→ **Supplied material**

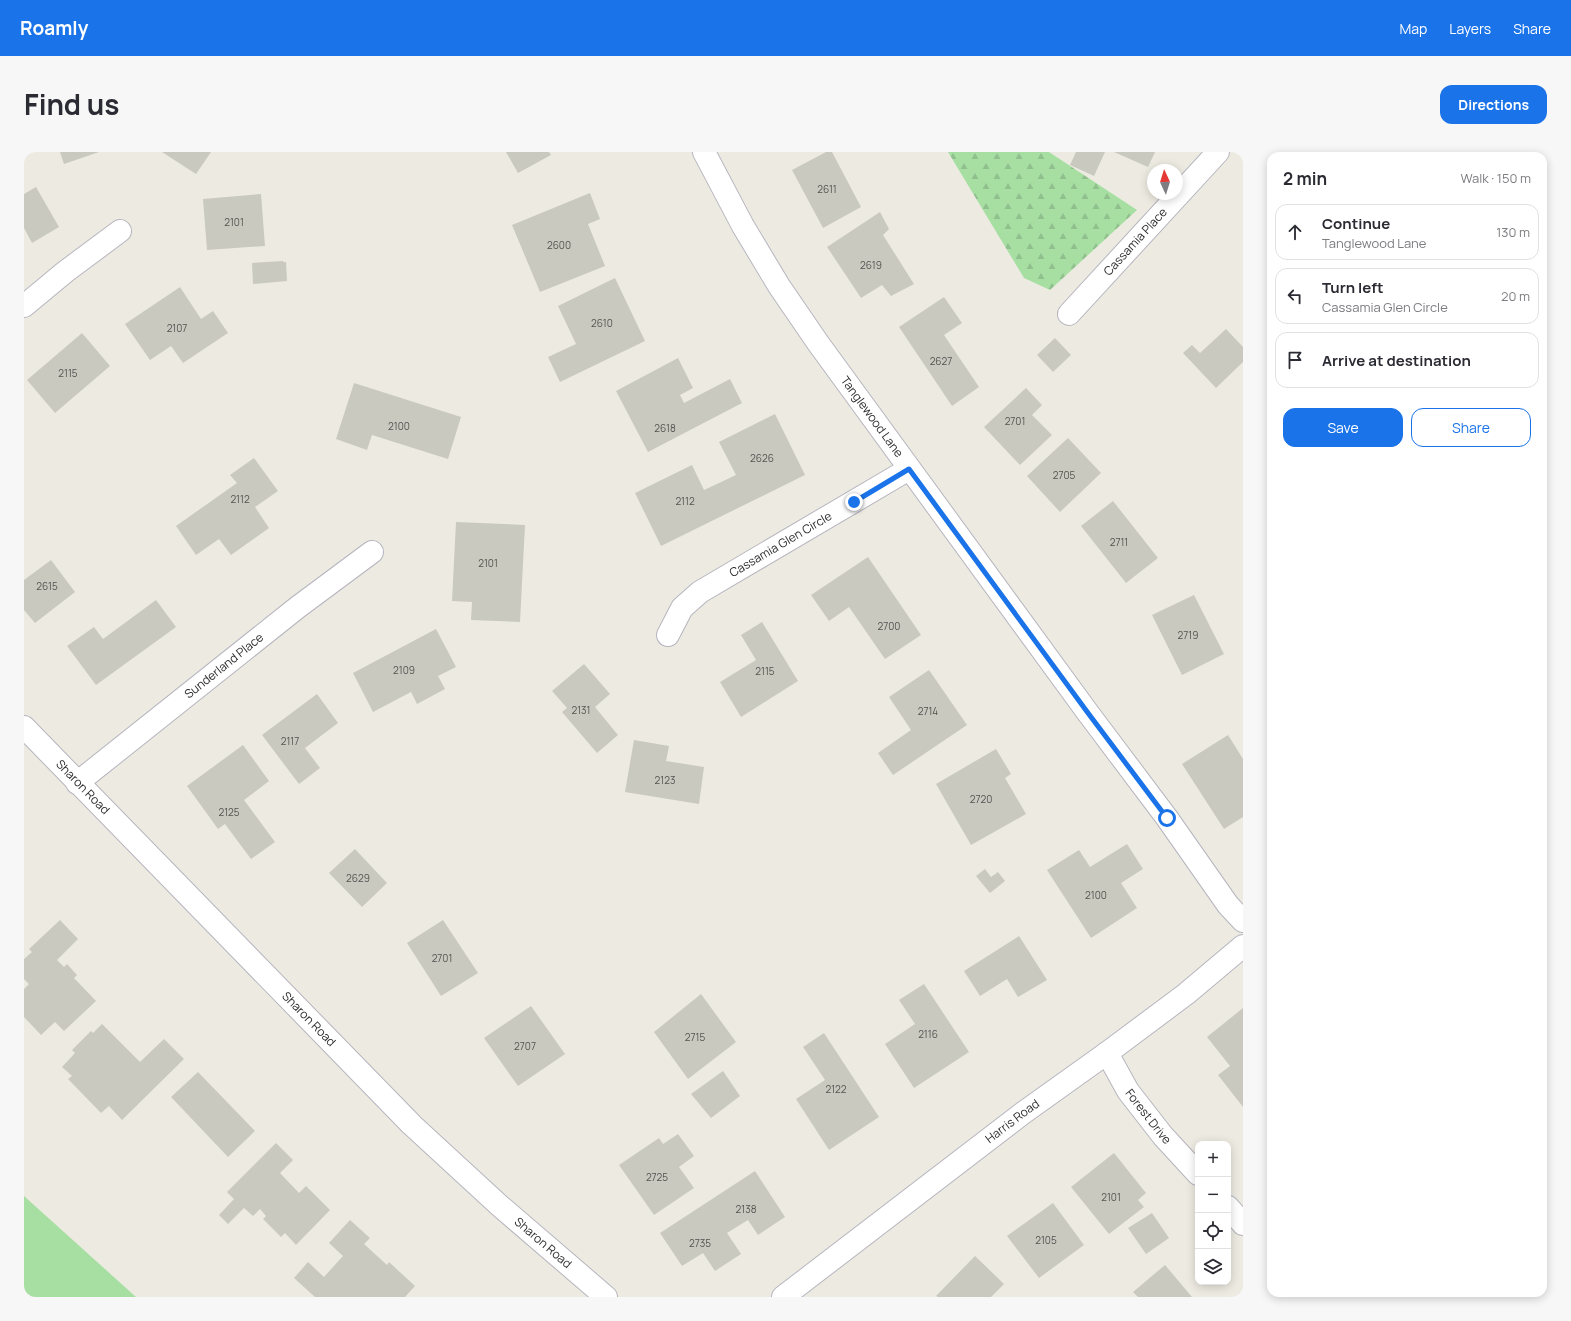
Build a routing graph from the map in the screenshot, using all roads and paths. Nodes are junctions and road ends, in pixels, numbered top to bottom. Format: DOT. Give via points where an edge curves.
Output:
graph roads {
  1 [pos="704,152"];
  2 [pos="1218,152"];
  3 [pos="120,231"];
  4 [pos="24,306"];
  5 [pos="1069,314"];
  6 [pos="909,469"];
  7 [pos="372,552"];
  8 [pos="668,635"];
  9 [pos="24,727"];
  10 [pos="77,783"];
  11 [pos="1243,921"];
  12 [pos="1243,946"];
  13 [pos="1107,1054"];
  14 [pos="1195,1171"];
  15 [pos="1231,1210"];
  16 [pos="1243,1224"];
  17 [pos="606,1297"];
  18 [pos="783,1297"];
  1 -- 6 [label="street, Tanglewood Lane" via="743,226 779,286"];
  2 -- 5 [label="street, Cassamia Place"];
  3 -- 4 [label="street"];
  6 -- 8 [label="street, Cassamia Glen Circle" via="700,592 682,608"];
  6 -- 11 [label="street, Tanglewood Lane" via="1173,826 1228,905"];
  7 -- 10 [label="street, Sunderland Place" via="298,607"];
  9 -- 10 [label="street, Sharon Road"];
  10 -- 17 [label="street, Sharon Road" via="412,1125 500,1206"];
  12 -- 13 [label="street, Harris Road" via="1186,994"];
  13 -- 14 [label="street, Forest Drive" via="1128,1091 1163,1136"];
  13 -- 18 [label="street, Harris Road" via="1023,1113"];
  15 -- 16 [label="street"];
}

→ **What you are asked to do**
Write out the records shown above exactly, but do not include any images.

→ **Written response**
Build a routing graph from the map in the screenshot, using all roads and paths. Nodes are junctions and road ends, in pixels, numbered top to bottom. Format: DOT. Give via points where an edge curves.
Output:
graph roads {
  1 [pos="704,152"];
  2 [pos="1218,152"];
  3 [pos="120,231"];
  4 [pos="24,306"];
  5 [pos="1069,314"];
  6 [pos="909,469"];
  7 [pos="372,552"];
  8 [pos="668,635"];
  9 [pos="24,727"];
  10 [pos="77,783"];
  11 [pos="1243,921"];
  12 [pos="1243,946"];
  13 [pos="1107,1054"];
  14 [pos="1195,1171"];
  15 [pos="1231,1210"];
  16 [pos="1243,1224"];
  17 [pos="606,1297"];
  18 [pos="783,1297"];
  1 -- 6 [label="street, Tanglewood Lane" via="743,226 779,286"];
  2 -- 5 [label="street, Cassamia Place"];
  3 -- 4 [label="street"];
  6 -- 8 [label="street, Cassamia Glen Circle" via="700,592 682,608"];
  6 -- 11 [label="street, Tanglewood Lane" via="1173,826 1228,905"];
  7 -- 10 [label="street, Sunderland Place" via="298,607"];
  9 -- 10 [label="street, Sharon Road"];
  10 -- 17 [label="street, Sharon Road" via="412,1125 500,1206"];
  12 -- 13 [label="street, Harris Road" via="1186,994"];
  13 -- 14 [label="street, Forest Drive" via="1128,1091 1163,1136"];
  13 -- 18 [label="street, Harris Road" via="1023,1113"];
  15 -- 16 [label="street"];
}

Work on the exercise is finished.